## Directions
Below is a block of records. Copy every line in it that contains the word "Right".

## Provided entries
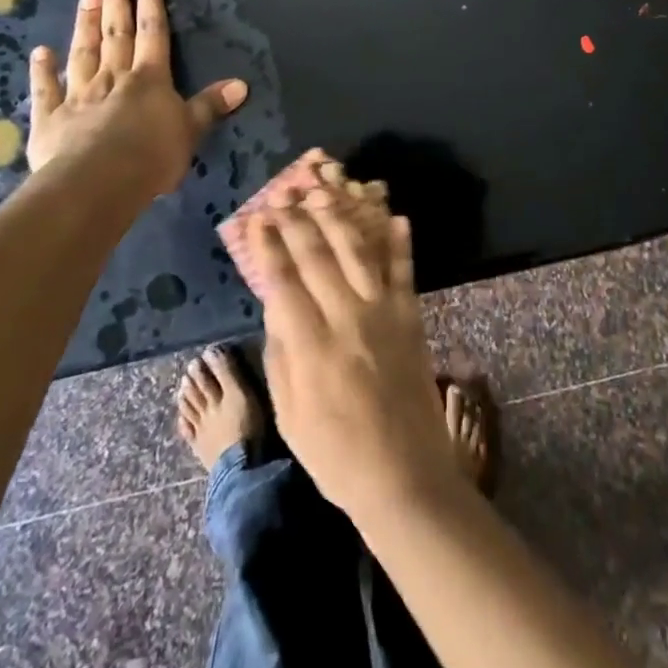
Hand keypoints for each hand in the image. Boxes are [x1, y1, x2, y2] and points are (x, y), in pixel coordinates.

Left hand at [26, 0, 247, 194]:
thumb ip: (210, 106)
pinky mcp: (50, 119)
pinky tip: (40, 52)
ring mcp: (78, 96)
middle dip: (117, 0)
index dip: (151, 2)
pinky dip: (43, 70)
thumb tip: (242, 84)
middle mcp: (113, 78)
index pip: (153, 32)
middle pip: (116, 33)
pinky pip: (46, 89)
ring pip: (83, 53)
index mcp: (149, 79)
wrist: (97, 182)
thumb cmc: (151, 156)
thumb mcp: (191, 131)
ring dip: (85, 25)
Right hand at [246, 187, 452, 523]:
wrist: (404, 476)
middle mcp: (347, 318)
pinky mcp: (411, 317)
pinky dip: (400, 242)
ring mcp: (383, 314)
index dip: (268, 245)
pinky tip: (395, 215)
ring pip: (359, 252)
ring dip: (340, 217)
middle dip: (297, 220)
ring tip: (324, 191)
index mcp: (311, 346)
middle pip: (317, 256)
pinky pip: (405, 271)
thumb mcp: (289, 414)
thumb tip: (275, 307)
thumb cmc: (335, 454)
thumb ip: (281, 355)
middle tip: (283, 192)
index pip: (283, 281)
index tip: (256, 218)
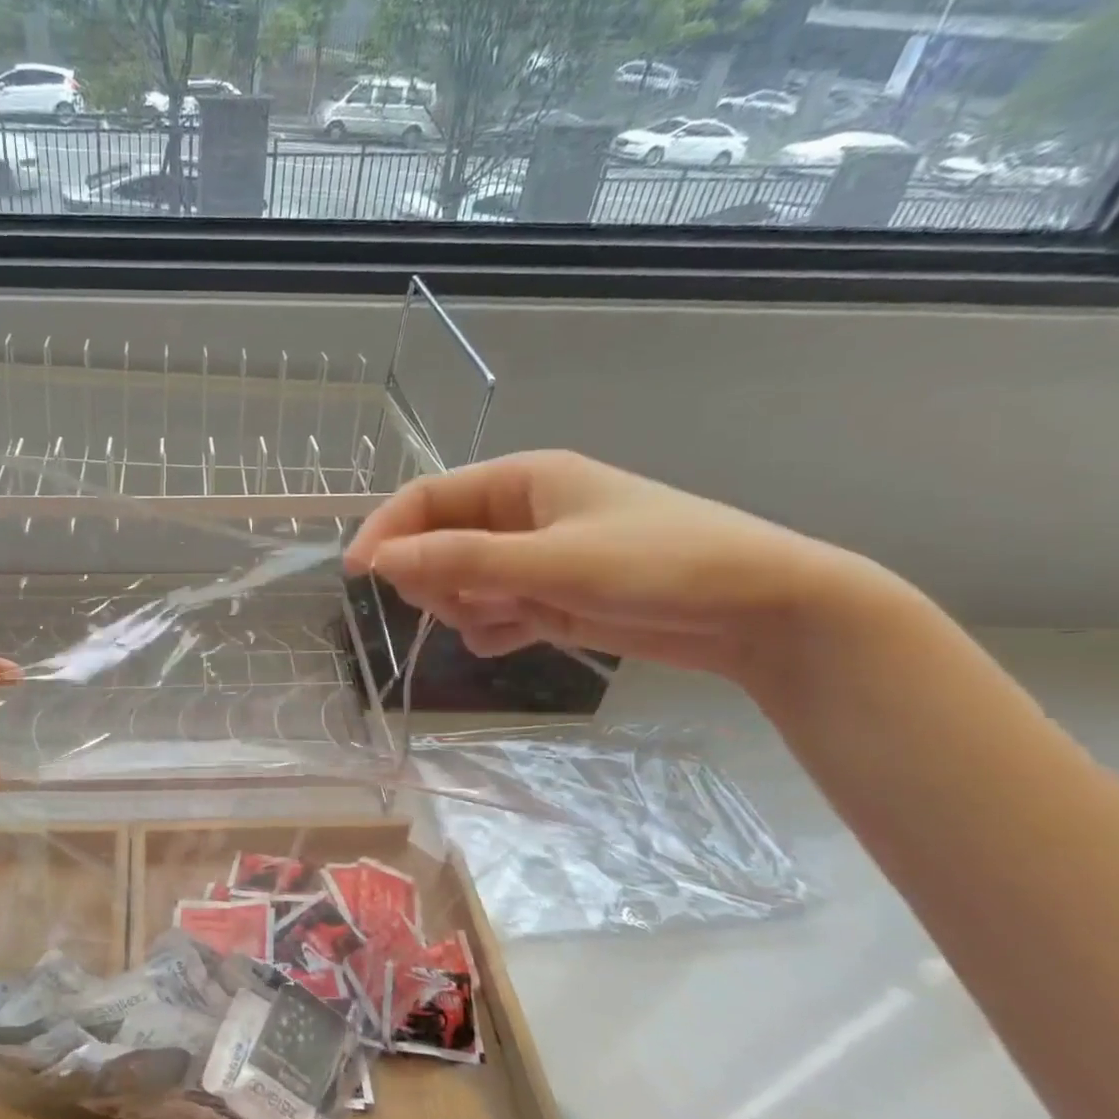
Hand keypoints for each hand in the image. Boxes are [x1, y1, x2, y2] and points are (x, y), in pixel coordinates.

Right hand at [345, 450, 877, 683]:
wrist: (759, 610)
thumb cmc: (660, 566)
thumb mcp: (553, 561)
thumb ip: (463, 559)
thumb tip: (381, 560)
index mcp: (521, 480)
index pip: (427, 498)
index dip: (387, 531)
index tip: (359, 575)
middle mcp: (522, 514)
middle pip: (437, 542)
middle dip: (436, 577)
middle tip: (464, 602)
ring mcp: (535, 557)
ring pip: (460, 581)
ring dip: (466, 606)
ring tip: (509, 620)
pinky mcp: (550, 596)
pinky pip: (491, 612)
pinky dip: (491, 629)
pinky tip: (516, 638)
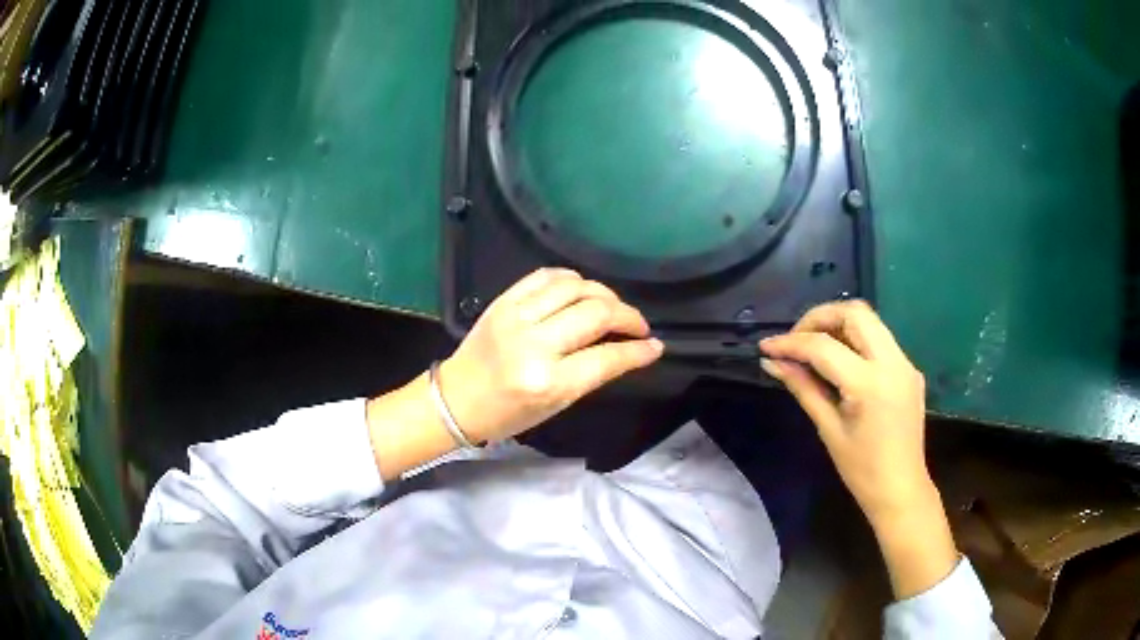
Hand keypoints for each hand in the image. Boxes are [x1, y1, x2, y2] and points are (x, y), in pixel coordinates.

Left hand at [439, 268, 662, 443]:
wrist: (456, 399)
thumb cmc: (508, 414)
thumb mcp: (557, 405)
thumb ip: (593, 374)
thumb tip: (630, 350)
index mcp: (548, 382)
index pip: (607, 357)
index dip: (638, 350)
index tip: (655, 345)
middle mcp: (534, 345)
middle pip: (596, 313)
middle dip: (628, 316)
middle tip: (637, 325)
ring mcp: (516, 317)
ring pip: (575, 287)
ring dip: (604, 293)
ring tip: (612, 306)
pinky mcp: (503, 301)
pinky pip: (546, 276)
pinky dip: (572, 279)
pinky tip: (582, 289)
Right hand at [760, 300, 958, 598]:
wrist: (901, 490)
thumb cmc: (861, 470)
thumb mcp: (828, 429)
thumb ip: (803, 388)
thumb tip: (772, 363)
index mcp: (869, 384)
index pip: (824, 347)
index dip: (791, 343)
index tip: (766, 347)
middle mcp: (893, 362)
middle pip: (855, 312)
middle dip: (819, 317)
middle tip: (795, 339)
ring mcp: (905, 363)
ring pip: (869, 320)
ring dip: (838, 324)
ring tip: (813, 347)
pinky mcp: (909, 369)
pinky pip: (880, 340)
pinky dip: (855, 339)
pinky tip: (840, 362)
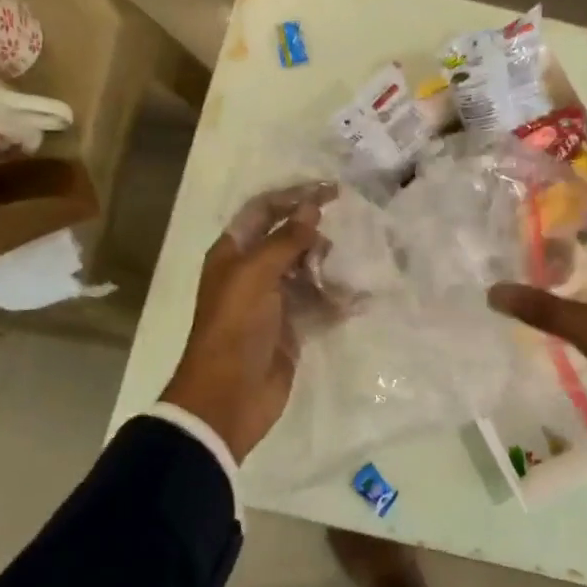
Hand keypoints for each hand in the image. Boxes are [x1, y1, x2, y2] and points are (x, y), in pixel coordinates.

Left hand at [160, 184, 333, 461]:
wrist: (229, 396)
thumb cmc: (236, 327)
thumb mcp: (256, 275)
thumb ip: (286, 240)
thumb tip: (311, 207)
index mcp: (233, 253)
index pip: (264, 210)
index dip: (294, 196)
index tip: (332, 190)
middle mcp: (252, 272)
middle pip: (288, 240)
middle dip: (313, 238)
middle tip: (334, 246)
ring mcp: (273, 301)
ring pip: (307, 272)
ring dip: (328, 271)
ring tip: (344, 278)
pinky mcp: (292, 328)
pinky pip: (318, 305)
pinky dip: (336, 302)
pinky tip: (357, 302)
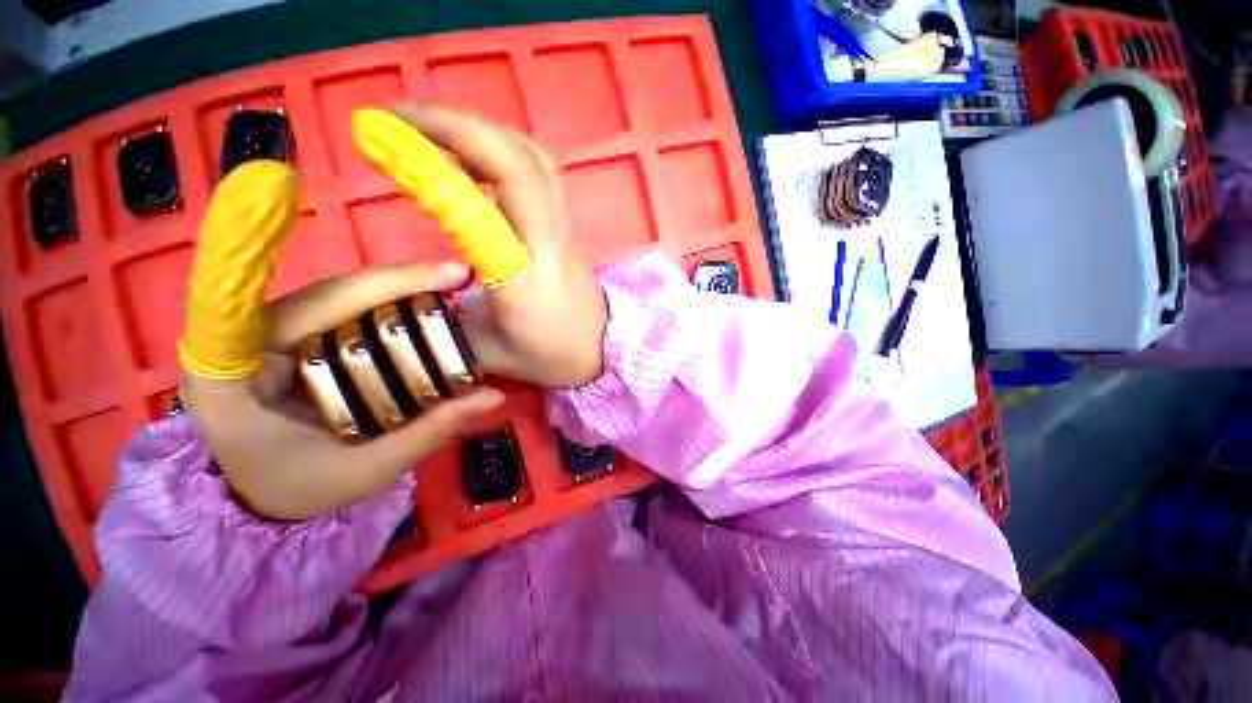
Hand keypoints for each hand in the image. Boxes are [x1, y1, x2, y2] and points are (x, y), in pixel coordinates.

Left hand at [178, 262, 504, 520]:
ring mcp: (263, 331)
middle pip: (328, 292)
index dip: (373, 284)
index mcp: (233, 372)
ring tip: (448, 284)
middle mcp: (240, 338)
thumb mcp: (368, 469)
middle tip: (459, 276)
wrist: (262, 494)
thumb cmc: (301, 487)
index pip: (305, 308)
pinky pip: (341, 308)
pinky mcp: (289, 334)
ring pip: (336, 294)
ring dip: (395, 286)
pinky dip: (384, 302)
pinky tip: (421, 300)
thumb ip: (429, 431)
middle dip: (398, 281)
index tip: (437, 275)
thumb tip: (493, 395)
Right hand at [385, 103, 608, 387]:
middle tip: (403, 115)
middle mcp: (547, 243)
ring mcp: (564, 230)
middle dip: (457, 123)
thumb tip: (420, 284)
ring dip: (485, 130)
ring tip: (439, 130)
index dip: (432, 167)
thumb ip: (449, 318)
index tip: (385, 137)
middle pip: (518, 162)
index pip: (479, 211)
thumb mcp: (488, 351)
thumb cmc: (551, 357)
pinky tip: (478, 160)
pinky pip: (542, 173)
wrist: (604, 352)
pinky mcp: (568, 228)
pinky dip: (506, 150)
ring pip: (535, 159)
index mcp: (522, 278)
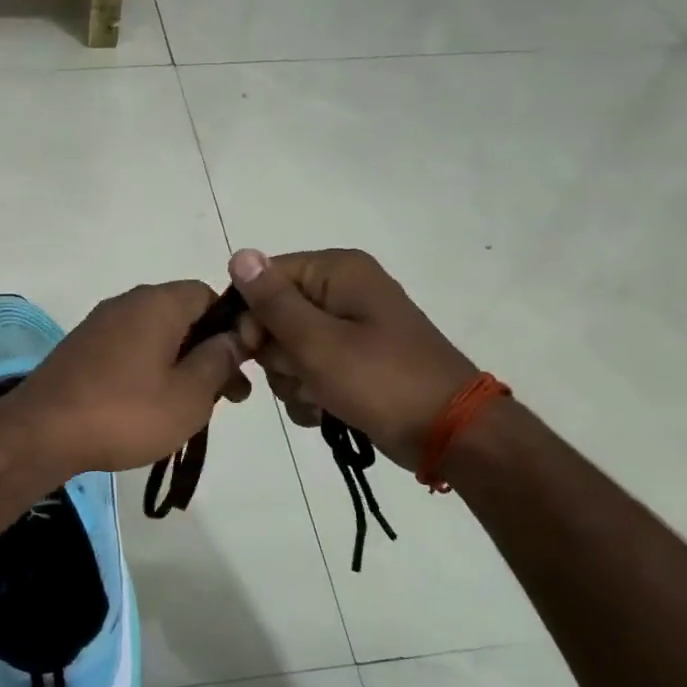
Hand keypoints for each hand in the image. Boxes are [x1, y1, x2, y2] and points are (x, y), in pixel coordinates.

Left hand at [7, 281, 251, 475]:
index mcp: (158, 303)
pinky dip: (148, 372)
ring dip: (180, 365)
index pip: (208, 295)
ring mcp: (99, 326)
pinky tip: (152, 408)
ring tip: (192, 408)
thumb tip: (235, 337)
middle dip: (209, 352)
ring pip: (155, 337)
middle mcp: (127, 303)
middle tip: (227, 397)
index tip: (242, 365)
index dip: (233, 326)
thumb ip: (219, 361)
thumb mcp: (189, 395)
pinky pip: (128, 351)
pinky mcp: (80, 350)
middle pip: (182, 317)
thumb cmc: (126, 413)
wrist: (41, 433)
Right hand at [228, 248, 476, 472]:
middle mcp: (342, 291)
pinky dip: (309, 393)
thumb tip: (238, 254)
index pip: (265, 278)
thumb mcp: (316, 341)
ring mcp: (349, 328)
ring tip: (318, 398)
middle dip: (277, 355)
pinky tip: (323, 410)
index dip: (251, 317)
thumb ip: (272, 301)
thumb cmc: (380, 381)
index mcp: (337, 272)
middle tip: (299, 376)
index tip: (254, 352)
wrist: (448, 433)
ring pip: (287, 350)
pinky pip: (309, 370)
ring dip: (291, 380)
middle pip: (273, 317)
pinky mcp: (353, 361)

## Response box
Right hand at [246, 187, 452, 523]:
Right hand at [345, 450, 877, 683]:
Right hand at [760, 300, 958, 598]:
Right hand at [385, 103, 608, 387]:
Right hand at [228, 248, 476, 472]:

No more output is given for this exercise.